50 years since the Assassination of Martin Luther King: A Resurrection in the Making

By David Brooks on April 4, 2018

Photo: Bill Hackwell

The Reverend Martin Luther King Jr. was assassinated 50 years ago today in Memphis, marking the bloodiest moment of what would be a 1968 that shook the United States and various parts of the world. Half a century later, this country is in the midst of a reactionary wave that has elevated a white supremacist backed by the Ku Klux Klan to the presidency, almost mocking King’s famous dream.

But it is worth remembering that King, when he was murdered, was no longer just the man with a dream of racial equality, but a Nobel Prize winner and an international moral authority who had dared in his later years to question and condemn the economic and imperial system of his country, including the war against Vietnam.

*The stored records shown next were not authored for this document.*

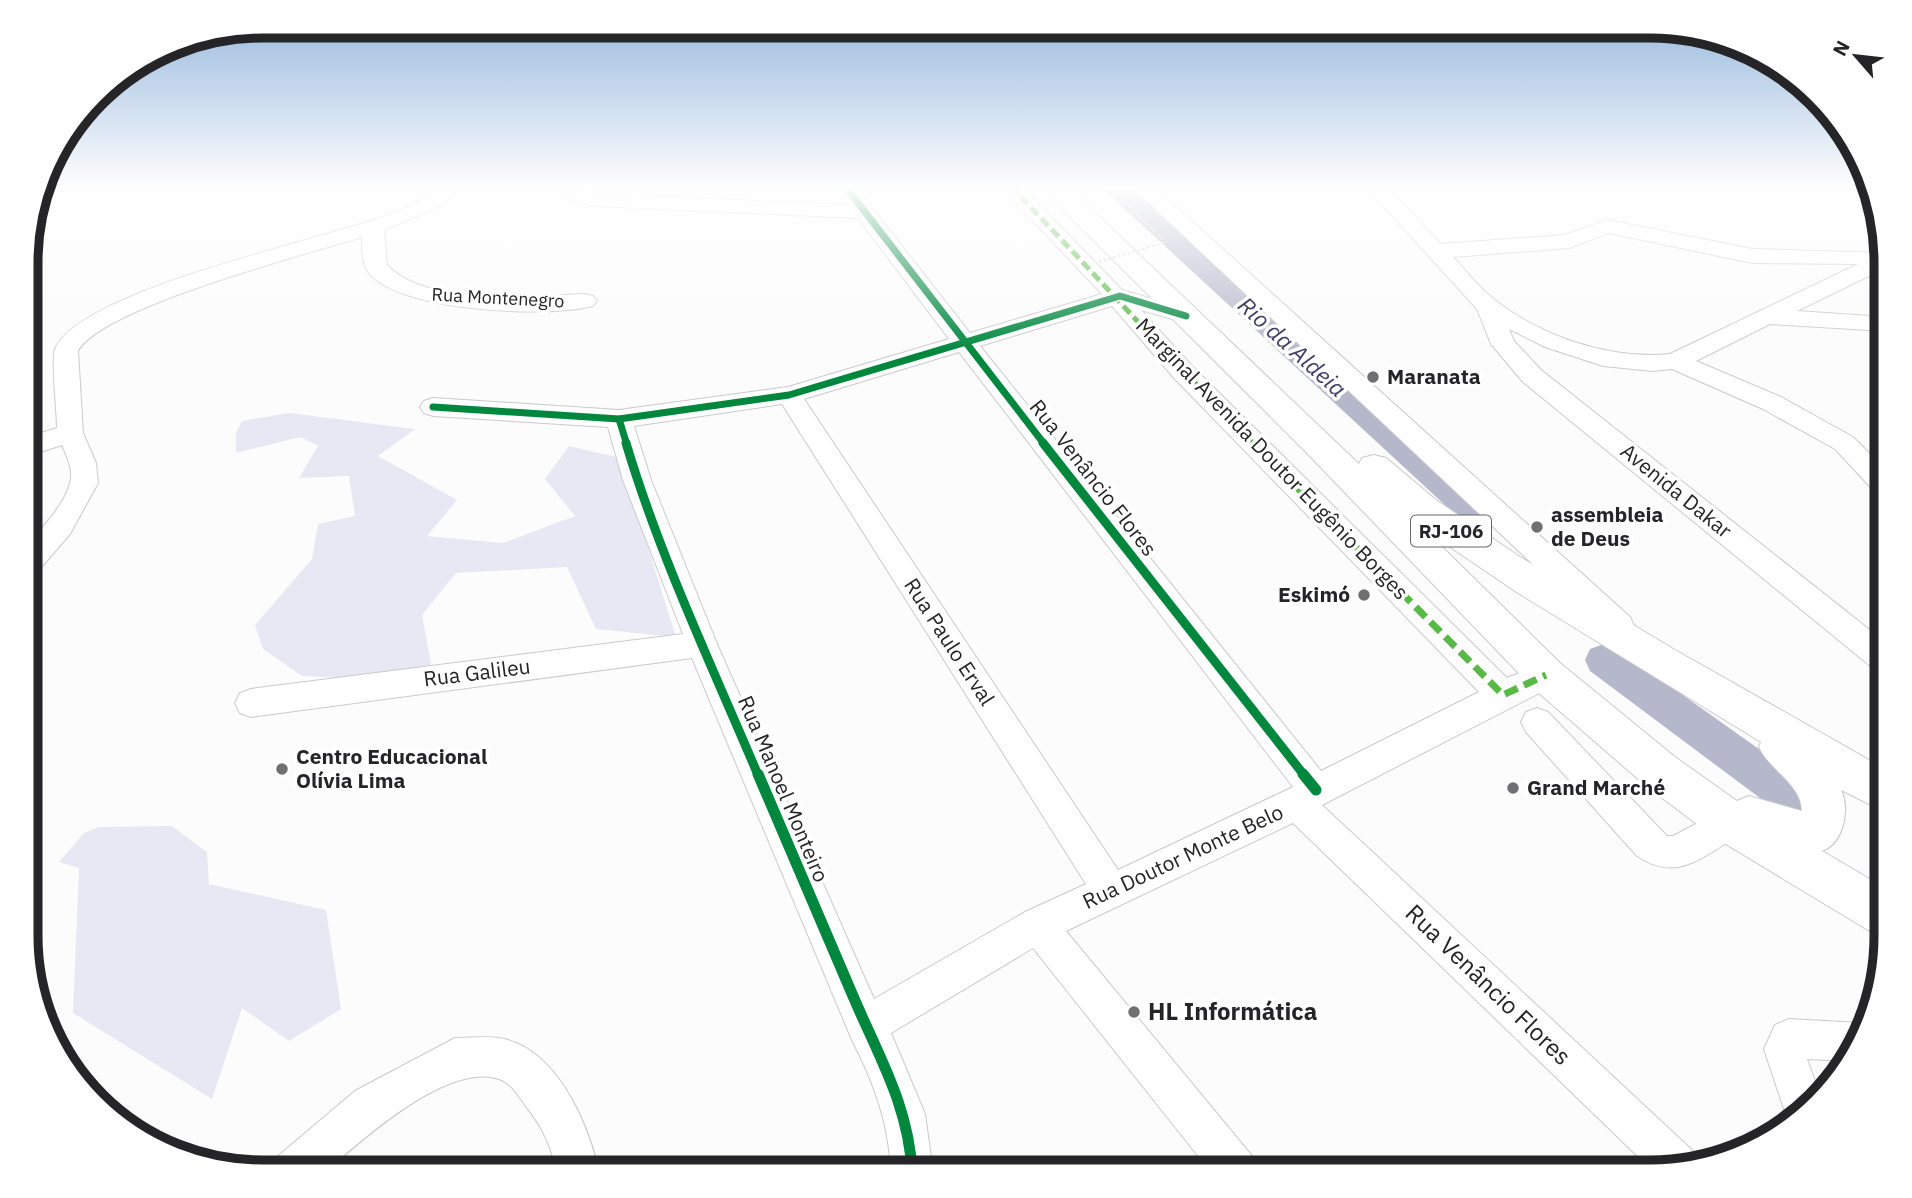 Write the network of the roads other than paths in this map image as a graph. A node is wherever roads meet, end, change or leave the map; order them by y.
1 (327, 242) edge
2 (373, 242) edge
3 (889, 242) edge
4 (1064, 242) edge
5 (1112, 242) edge
6 (1139, 242) edge
7 (1202, 242) edge
8 (1427, 242) edge
9 (1561, 242) edge
10 (1684, 242) edge
11 (1436, 251) junction
12 (1873, 259) edge
13 (1132, 261) junction
14 (1873, 265) edge
15 (1118, 297) junction
16 (585, 301) dead end
17 (1487, 306) junction
18 (1186, 316) junction
19 (1766, 317) junction
20 (1873, 323) edge
21 (965, 343) junction
22 (1675, 361) junction
23 (789, 395) junction
24 (433, 407) dead end
25 (619, 419) junction
26 (70, 433) junction
27 (38, 444) edge
28 (1873, 473) edge
29 (1430, 517) junction
30 (38, 552) edge
31 (702, 644) junction
32 (1873, 650) edge
33 (1658, 661) junction
34 (1546, 675) junction
35 (1503, 695) junction
36 (251, 703) dead end
37 (1537, 722) dead end
38 (1660, 771) junction
39 (1873, 785) edge
40 (1307, 797) junction
41 (1730, 822) junction
42 (1110, 890) junction
43 (1873, 907) edge
44 (1038, 925) junction
45 (866, 1026) junction
46 (1846, 1041) edge
47 (1801, 1100) edge
48 (1670, 1158) edge
49 (1228, 1159) edge
50 (306, 1160) edge
51 (575, 1160) edge
52 (911, 1160) edge

1 - 26 street
2 - 16 street, Rua Montenegro
3 - 21 street, Rua Venâncio Flores
4 - 15 street, Marginal Avenida Doutor Eugênio Borges
5 - 13 highway, RJ-106
6 - 29 highway, RJ-106
7 - 33 street
8 - 11 street
9 - 11 street
10 - 12 street
11 - 17 street
13 - 15 street
13 - 18 highway, RJ-106
14 - 19 street
15 - 18 street
15 - 21 street
15 - 35 street, Marginal Avenida Doutor Eugênio Borges
17 - 22 street
17 - 32 street, Avenida Dakar
18 - 34 highway, RJ-106
19 - 20 street
19 - 22 street
21 - 23 street
21 - 40 street, Rua Venâncio Flores
22 - 28 street
23 - 25 street
23 - 42 street, Rua Paulo Erval
24 - 25 street
25 - 31 street, Rua Manoel Monteiro
26 - 27 street
26 - 30 street
29 - 33 highway, RJ-106
29 - 38 highway
31 - 36 street, Rua Galileu
31 - 45 street, Rua Manoel Monteiro
33 - 39 highway, RJ-106
34 - 35 street
34 - 38 highway, RJ-106
35 - 40 street, Rua Doutor Monte Belo
37 - 41 street
38 - 41 highway, RJ-106
40 - 42 street, Rua Doutor Monte Belo
40 - 48 street, Rua Venâncio Flores
41 - 43 highway, RJ-106
42 - 44 street, Rua Doutor Monte Belo
44 - 45 street, Rua Doutor Monte Belo
44 - 49 street
45 - 52 street, Rua Manoel Monteiro
46 - 47 street
50 - 51 street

King went to Memphis, in the southern state of Tennessee, to lend his support to a garbage workers strike in the name of economic and social justice. At the same time he was organizing a national mobilization called the Poor People’s Campaign to demand economic rights for the less favored of all races and colors, that is, a fundamental change of the American capitalist system.

In the rituals and official festivities that are given to King each year his famous speech of I Have a Dream that he gave in 1963 is remembered, but the radical message at the end of his life is almost never mentioned.

In 1967, King declared before a civil rights organization that the movement has to address the question of restructuring the entire American society, adding that doing so meant getting to see that the problem of racism, economic exploitation and the problem of the war are all linked. They are evils that are interrelated. On the issue of economic injustice, he did not limit it to a racial issue, “Let us be dissatisfied until the tragic walls that separate the outer city of wealth and comfort from the inner city of poverty and hopelessness are destroyed by the rams of the forces of Justice”.

A few months earlier he commented at a meeting of a civil rights organization, “I think it is necessary to realize that we have gone from an era of civil rights to the era of human rights (…) we see that there has to be a radical redistribution of economic and political power… ”

Fifty years later, despite major changes in the country’s laws and regulations around institutional racism crowned with the election of the first African-American president and what that implies in a country founded on the backs of slaves, in essence it seems that little has changed

An AP / NORC survey last week found that only one in 10 African-Americans believe that the United States has achieved the goals of the civil rights movement half a century ago (35 percent of whites believe so) and that after two terms of an African-American president.

Fifty years later, new generations continue with the same fight against economic inequality, which has reached a record level in almost a century, where 1 percent of the wealthiest families control nearly two times the wealth of the 90 percent at the bottom.

Fifty years later, incidents of official violence provoke fury, and impunity prevails as before, and indicators of segregation and racism multiply along with, and part of, the official anti-immigrant policies. Not to mention militarism in a country that has been in its longest wars in its history seeking to forget Vietnam.

But 50 years later, people can hear the echoes of King across the country.

Teachers in Oklahoma will begin a strike on Monday, following the triumphant example of their peers in West Virginia, demanding not only a living wage and respect for their work – like 50 years ago in Memphis – but also greater investment in public education, over all to serve the poor and minorities; their counterparts in Kentucky (where teachers declared themselves sick by closing schools in 26 counties last Friday), Arizona and Wisconsin are demonstrating, occupying capitols and performing sit-down actions with similar demands for salary increases and working conditions as defense of public education.

The African-American reverend William Barber, famous for his Moral Mondays campaign in North Carolina, in 2013, who battled state initiatives to reduce spending on education and health, as well as nullify some electoral rights, is resurrecting King’s Poor People’s Campaign this spring, and declaring, like his predecessor, that this is a moral issue.

The new civil rights movement Black Lives Matter continues to link police violence against African Americans with a system designed to marginalize and criminalize minorities.

The new student movement against gun violence is linking the rightist arms agenda with a system of widespread violence in rich suburbs and on the streets of marginalized areas of large cities, creating new alliances among those who suffer the consequences.

The dreamers also describe the persecution of immigrant communities as part of racist policies against the most vulnerable, and understand that it is part of a systemic violence, and with that, alliances with students and Black Lives Matter are being born.

While the most backward of this country hysterically shouts that it wants to recover the greatness of “Our America” again – that nostalgia of a white country without rights for women, minorities and new immigrants, and that imposes its will on the world- they are frightened before the increasingly strong and present echoes of the prophet King, among other beings that represent the most noble of this people.

With that, today no longer marks an anniversary of a death, but, perhaps, that of a resurrection.